One important thing to note is that callbacks will not be fired as soon as the message reaches the queue, they must wait in the queue for their turn. This waiting time will depend on the number of pending messages as well as the processing time for each one. Although this seems very obvious, it explains the reason why the timing of asynchronous operations is not exact, they are attended in best effort mode.

As we can imagine, event loop mechanism can lead to issues under the following scenarios:

• Call stack don't get empty (heavy processing) and thus, it prevents the event loop to tick.
• Multiple messages being pushed to the queue at a higher rate they are processed.
• A message callback takes too long to finish running and stops event loop ticks.

Most probably, bottlenecks are a mix of these 3 causes and they will end up delaying the execution flow. On browsers, this means delaying renders and making the whole page seem slow. That is why the best tip in this regard is to keep callbacks as light as possible. In general, avoid code that makes your program starving of resources, let the event loop to tick nicely.

² Event loop explained here is the theoretical model. Real implementation in Javascript engines and browsers may be heavily optimized.

A quick note about Parallelism

Eventhough Javascript has been designed with I/O in mind, of course it runs CPU intensive tasks as well. However, they can cause trouble if not handled correctly. Any processing intensive task may end up blocking our whole code execution, as explained in the previous section.

Many efforts have been lately made to solve this issue. As a result, WebWorkers and SharedArrayBuffer were recently introduced to implement parallelism. CPU intensive applications will benefit from these features by enabling heavy operations to be computed in the background, in different threads.

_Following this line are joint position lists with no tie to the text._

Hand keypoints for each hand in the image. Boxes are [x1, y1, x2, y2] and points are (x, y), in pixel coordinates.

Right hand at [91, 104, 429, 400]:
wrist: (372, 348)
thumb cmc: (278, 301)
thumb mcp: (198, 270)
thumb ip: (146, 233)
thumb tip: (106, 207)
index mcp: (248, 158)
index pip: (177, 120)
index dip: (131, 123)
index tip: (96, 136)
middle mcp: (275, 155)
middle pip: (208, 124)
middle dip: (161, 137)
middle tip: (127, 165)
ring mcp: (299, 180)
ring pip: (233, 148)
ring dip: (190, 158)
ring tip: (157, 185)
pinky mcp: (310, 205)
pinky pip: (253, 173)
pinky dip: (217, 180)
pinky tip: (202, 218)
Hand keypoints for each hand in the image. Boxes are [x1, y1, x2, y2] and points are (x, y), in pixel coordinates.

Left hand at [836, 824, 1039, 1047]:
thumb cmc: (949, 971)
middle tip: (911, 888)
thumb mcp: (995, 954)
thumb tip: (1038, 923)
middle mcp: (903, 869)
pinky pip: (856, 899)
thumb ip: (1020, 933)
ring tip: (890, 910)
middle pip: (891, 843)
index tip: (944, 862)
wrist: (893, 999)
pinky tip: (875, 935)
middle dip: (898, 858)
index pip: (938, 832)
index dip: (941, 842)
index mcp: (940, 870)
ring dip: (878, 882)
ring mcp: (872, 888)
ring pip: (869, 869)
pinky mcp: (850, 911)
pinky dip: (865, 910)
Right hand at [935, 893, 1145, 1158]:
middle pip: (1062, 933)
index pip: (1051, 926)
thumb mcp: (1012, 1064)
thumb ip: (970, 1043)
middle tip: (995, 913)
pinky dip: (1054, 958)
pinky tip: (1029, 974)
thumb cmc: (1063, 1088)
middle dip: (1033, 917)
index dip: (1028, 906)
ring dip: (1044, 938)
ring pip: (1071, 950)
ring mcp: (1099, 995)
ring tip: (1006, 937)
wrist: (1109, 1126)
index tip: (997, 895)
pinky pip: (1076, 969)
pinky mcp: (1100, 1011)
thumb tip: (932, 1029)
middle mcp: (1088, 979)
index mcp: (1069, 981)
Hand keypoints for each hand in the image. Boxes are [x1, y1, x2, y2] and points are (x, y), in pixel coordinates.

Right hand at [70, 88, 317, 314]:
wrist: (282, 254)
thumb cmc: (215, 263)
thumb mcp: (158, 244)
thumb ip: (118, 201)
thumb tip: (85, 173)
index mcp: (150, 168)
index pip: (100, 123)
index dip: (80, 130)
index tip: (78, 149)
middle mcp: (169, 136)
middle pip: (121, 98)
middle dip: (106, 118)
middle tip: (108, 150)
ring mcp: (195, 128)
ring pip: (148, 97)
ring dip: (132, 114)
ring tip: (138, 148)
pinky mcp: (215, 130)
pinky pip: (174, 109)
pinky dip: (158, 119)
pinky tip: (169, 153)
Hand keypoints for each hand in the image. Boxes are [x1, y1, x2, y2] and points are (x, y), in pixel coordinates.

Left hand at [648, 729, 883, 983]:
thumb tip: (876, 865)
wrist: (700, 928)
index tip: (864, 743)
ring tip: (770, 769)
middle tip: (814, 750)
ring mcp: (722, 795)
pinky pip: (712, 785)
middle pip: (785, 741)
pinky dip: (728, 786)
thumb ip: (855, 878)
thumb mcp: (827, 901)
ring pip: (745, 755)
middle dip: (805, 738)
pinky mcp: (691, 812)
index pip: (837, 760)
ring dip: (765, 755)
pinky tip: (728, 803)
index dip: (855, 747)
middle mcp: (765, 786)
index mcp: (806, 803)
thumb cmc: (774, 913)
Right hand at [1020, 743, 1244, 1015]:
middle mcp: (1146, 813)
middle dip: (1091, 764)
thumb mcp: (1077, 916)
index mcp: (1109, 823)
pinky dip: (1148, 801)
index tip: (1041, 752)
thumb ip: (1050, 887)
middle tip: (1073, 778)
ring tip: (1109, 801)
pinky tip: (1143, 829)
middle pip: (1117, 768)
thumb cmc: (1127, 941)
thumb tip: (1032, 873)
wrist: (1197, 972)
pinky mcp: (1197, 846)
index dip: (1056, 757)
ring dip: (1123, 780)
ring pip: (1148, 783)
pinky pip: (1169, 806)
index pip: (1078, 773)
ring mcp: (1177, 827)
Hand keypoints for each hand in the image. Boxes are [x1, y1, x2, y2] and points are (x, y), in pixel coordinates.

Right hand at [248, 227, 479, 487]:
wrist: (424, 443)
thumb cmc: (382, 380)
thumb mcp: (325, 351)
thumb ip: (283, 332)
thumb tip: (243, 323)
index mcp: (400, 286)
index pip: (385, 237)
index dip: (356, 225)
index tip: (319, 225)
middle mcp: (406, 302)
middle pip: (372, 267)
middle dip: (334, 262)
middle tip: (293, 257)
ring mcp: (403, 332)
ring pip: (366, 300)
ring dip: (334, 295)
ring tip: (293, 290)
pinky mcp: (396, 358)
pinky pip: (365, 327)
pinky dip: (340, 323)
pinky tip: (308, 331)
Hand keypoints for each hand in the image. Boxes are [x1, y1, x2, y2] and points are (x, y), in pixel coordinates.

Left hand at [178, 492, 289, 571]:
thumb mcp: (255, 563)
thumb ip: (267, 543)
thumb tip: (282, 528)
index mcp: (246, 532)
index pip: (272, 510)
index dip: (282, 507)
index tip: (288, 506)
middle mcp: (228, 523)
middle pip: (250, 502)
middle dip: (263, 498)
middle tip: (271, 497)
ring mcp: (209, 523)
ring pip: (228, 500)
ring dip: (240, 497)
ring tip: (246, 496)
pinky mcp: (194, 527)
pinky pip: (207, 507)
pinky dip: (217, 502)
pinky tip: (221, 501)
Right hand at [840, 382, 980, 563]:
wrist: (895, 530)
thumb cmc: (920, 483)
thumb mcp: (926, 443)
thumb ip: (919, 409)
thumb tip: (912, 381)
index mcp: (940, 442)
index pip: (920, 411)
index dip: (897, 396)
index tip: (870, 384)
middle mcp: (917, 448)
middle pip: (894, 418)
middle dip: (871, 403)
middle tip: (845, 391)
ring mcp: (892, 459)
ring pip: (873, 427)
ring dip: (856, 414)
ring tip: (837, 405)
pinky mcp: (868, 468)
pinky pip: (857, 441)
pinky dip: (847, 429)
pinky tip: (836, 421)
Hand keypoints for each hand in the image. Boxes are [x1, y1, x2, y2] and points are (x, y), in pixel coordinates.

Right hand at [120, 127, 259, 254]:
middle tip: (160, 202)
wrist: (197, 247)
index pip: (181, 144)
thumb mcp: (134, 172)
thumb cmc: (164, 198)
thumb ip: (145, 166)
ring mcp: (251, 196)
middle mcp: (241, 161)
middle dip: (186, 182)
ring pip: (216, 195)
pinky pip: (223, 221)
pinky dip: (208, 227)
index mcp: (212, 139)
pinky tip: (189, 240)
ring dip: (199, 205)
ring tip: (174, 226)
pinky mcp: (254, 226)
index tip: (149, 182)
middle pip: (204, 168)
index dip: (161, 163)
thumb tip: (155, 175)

Asynchronous Patterns in Javascript

Callbacks

Callbacks are the fundamental foundation for Javascript to work asynchronously. Actually, the rest of asynchronous patterns are based on callbacks in one way or another, they just add syntactic sugar to handle them more conveniently.

A callback is just a function passed as an argument into another function, which will be invoked to complete some kind of action. In our asynchronous context, a callback represents the 'what do you want to do after your asynchronous operation finishes?'. Then, it is the piece of code to be executed once the asynchronous operation has signaled its completion. The callback will be run at some future point thanks to the event loop mechanism seen before.

Look at this simple asynchronous code using a callback:

setTimeout(function(){
  console.log("I am a delayed Hello World!");
}, 1000)

Or if you prefer, the callback can be assigned to a named variable instead of being anonymous:

const myCallback = () => console.log("I am a delayed Hello World!");
setTimeout(myCallback, 1000);

setTimeout is an asynchronous function that will schedule a callback to be run after a certain minimun amount of time has passed (1 second in the example above). For that purpose, it just fires a timer under the hood (asynchronously, in an external context) and register the callback to be run once the timer ends. In short, it delays an execution for a minimum time.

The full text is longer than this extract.